Everything in the data below except the pictures must be repeated word for word.

◆ **Dataset records**:
§ §
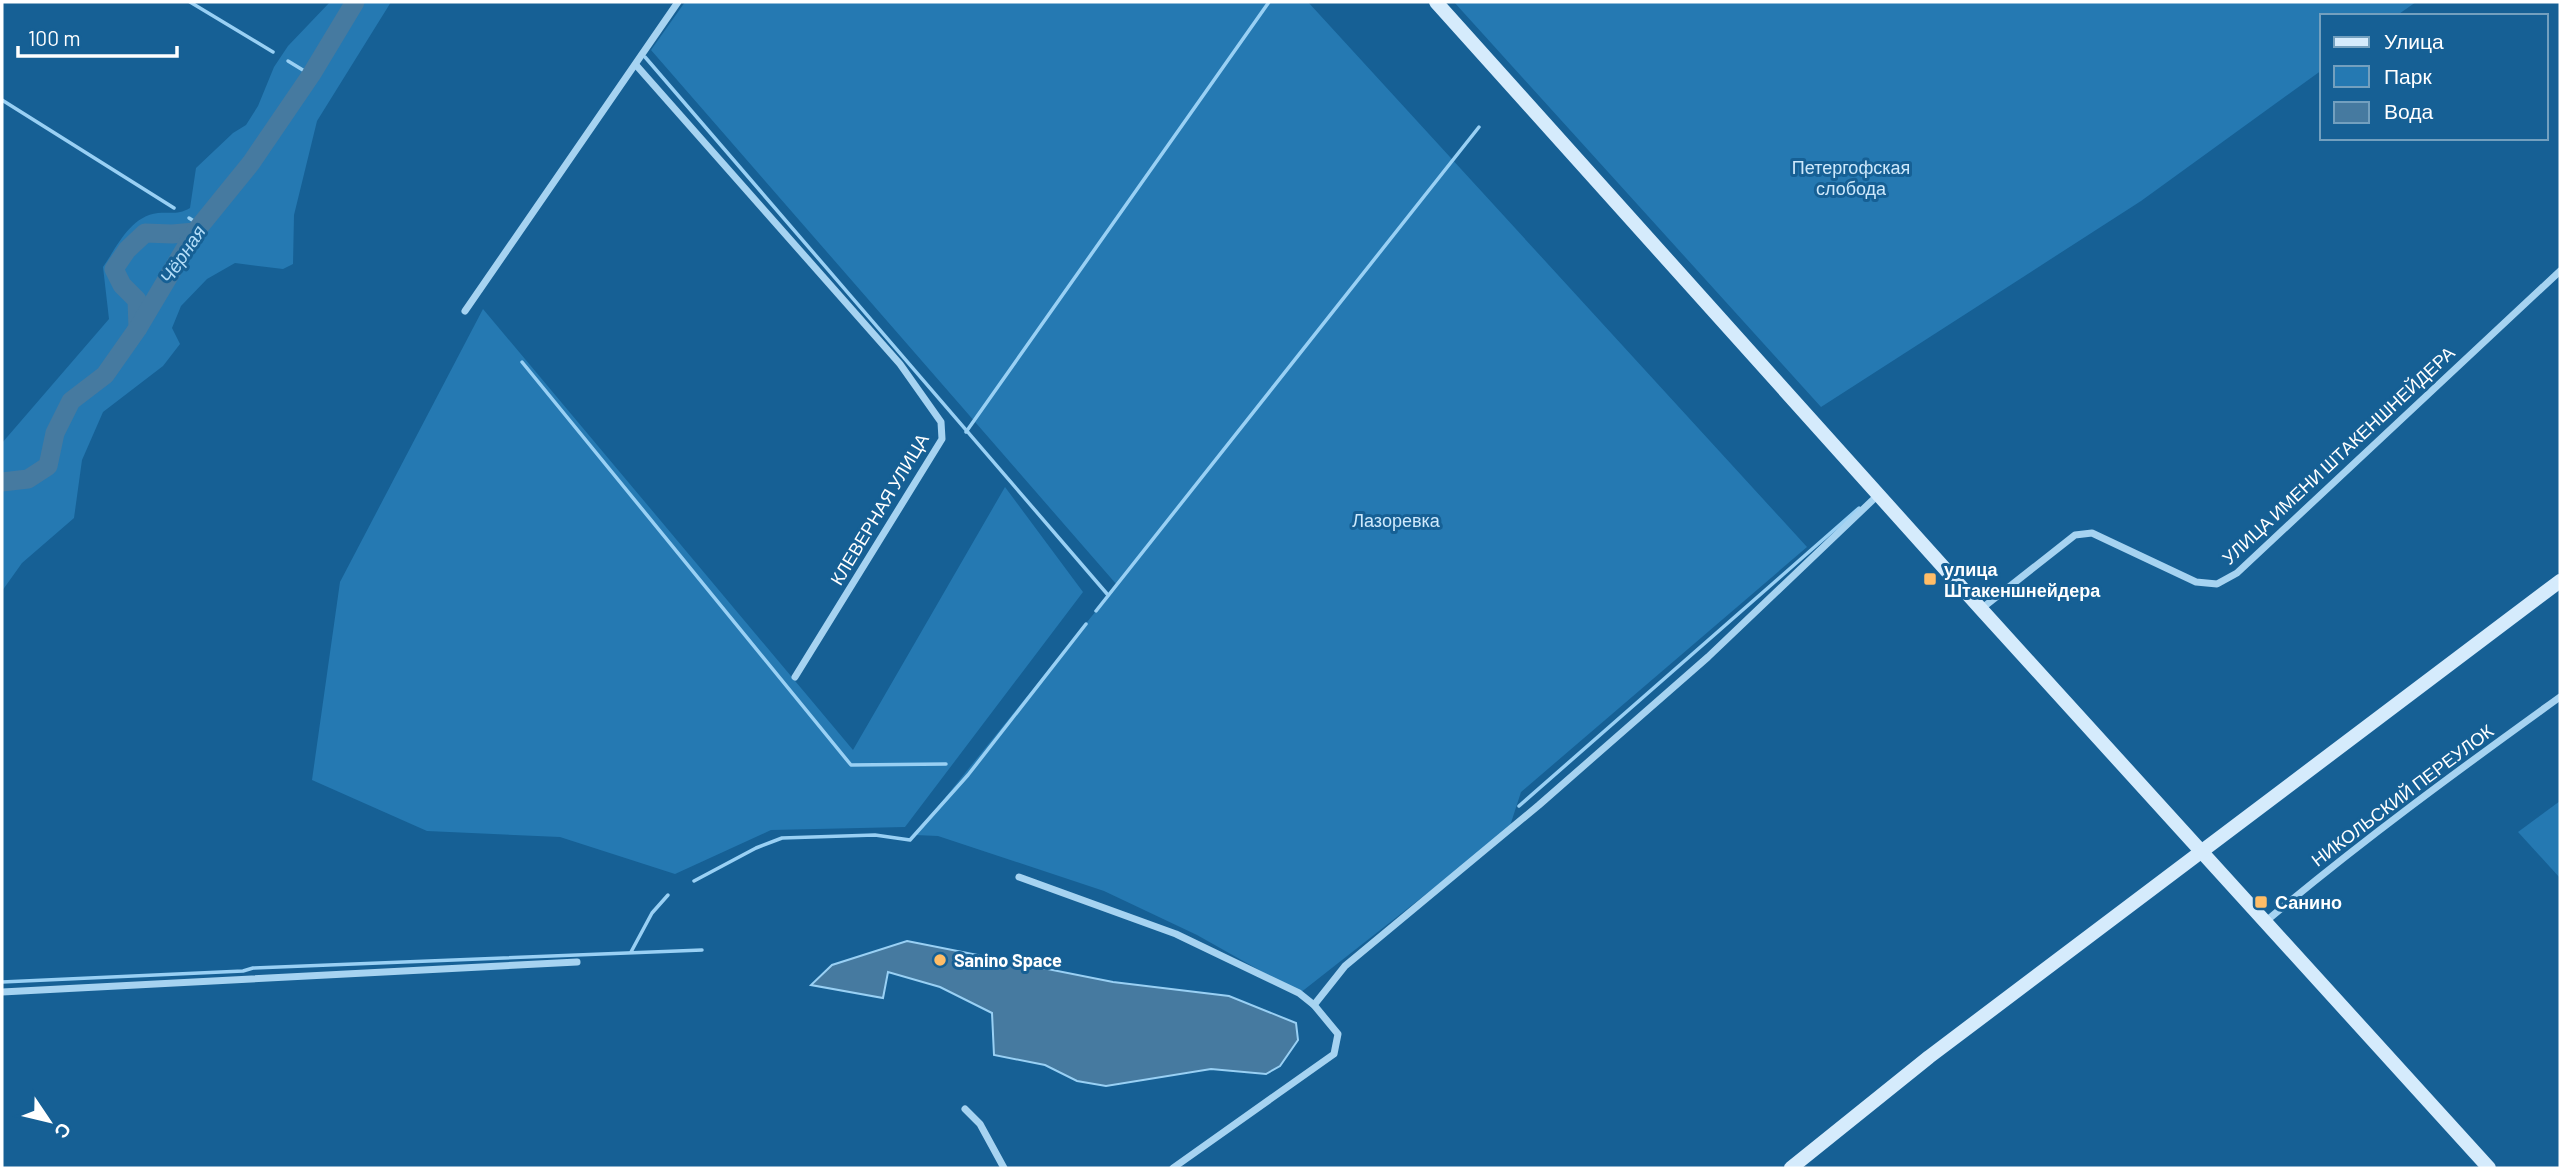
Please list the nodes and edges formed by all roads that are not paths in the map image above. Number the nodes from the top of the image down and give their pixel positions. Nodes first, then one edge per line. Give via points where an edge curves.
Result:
1 (678, 2) edge
2 (1436, 2) edge
3 (636, 65) junction
4 (2560, 271) edge
5 (466, 311) dead end
6 (1879, 494) junction
7 (2560, 581) edge
8 (1981, 609) junction
9 (794, 677) dead end
10 (2560, 697) edge
11 (2203, 852) junction
12 (1019, 877) dead end
13 (2265, 922) junction
14 (577, 962) dead end
15 (2, 992) edge
16 (1314, 1005) junction
17 (965, 1109) dead end
18 (1004, 1168) edge
19 (1172, 1168) edge
20 (1791, 1168) edge
21 (2489, 1168) edge

1 - 3 street
2 - 6 street
3 - 5 street
3 - 9 street, КЛЕВЕРНАЯ УЛИЦА via 900,364 941,422 942,439
4 - 8 street, УЛИЦА ИМЕНИ ШТАКЕНШНЕЙДЕРА via 2237,573 2217,584 2196,582 2092,533 2075,535
6 - 8 street
6 - 16 street via 1708,657 1345,966
7 - 11 street
8 - 11 street
10 - 13 street, НИКОЛЬСКИЙ ПЕРЕУЛОК via 2330,867
11 - 13 street
11 - 20 street via 1929,1057
12 - 16 street via 1176,934 1299,993
13 - 21 street
14 - 15 street
16 - 19 street via 1338,1034 1334,1054
17 - 18 street via 980,1124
§ §
◆ **Output for this exercise**:
Please list the nodes and edges formed by all roads that are not paths in the map image above. Number the nodes from the top of the image down and give their pixel positions. Nodes first, then one edge per line. Give via points where an edge curves.
Result:
1 (678, 2) edge
2 (1436, 2) edge
3 (636, 65) junction
4 (2560, 271) edge
5 (466, 311) dead end
6 (1879, 494) junction
7 (2560, 581) edge
8 (1981, 609) junction
9 (794, 677) dead end
10 (2560, 697) edge
11 (2203, 852) junction
12 (1019, 877) dead end
13 (2265, 922) junction
14 (577, 962) dead end
15 (2, 992) edge
16 (1314, 1005) junction
17 (965, 1109) dead end
18 (1004, 1168) edge
19 (1172, 1168) edge
20 (1791, 1168) edge
21 (2489, 1168) edge

1 - 3 street
2 - 6 street
3 - 5 street
3 - 9 street, КЛЕВЕРНАЯ УЛИЦА via 900,364 941,422 942,439
4 - 8 street, УЛИЦА ИМЕНИ ШТАКЕНШНЕЙДЕРА via 2237,573 2217,584 2196,582 2092,533 2075,535
6 - 8 street
6 - 16 street via 1708,657 1345,966
7 - 11 street
8 - 11 street
10 - 13 street, НИКОЛЬСКИЙ ПЕРЕУЛОК via 2330,867
11 - 13 street
11 - 20 street via 1929,1057
12 - 16 street via 1176,934 1299,993
13 - 21 street
14 - 15 street
16 - 19 street via 1338,1034 1334,1054
17 - 18 street via 980,1124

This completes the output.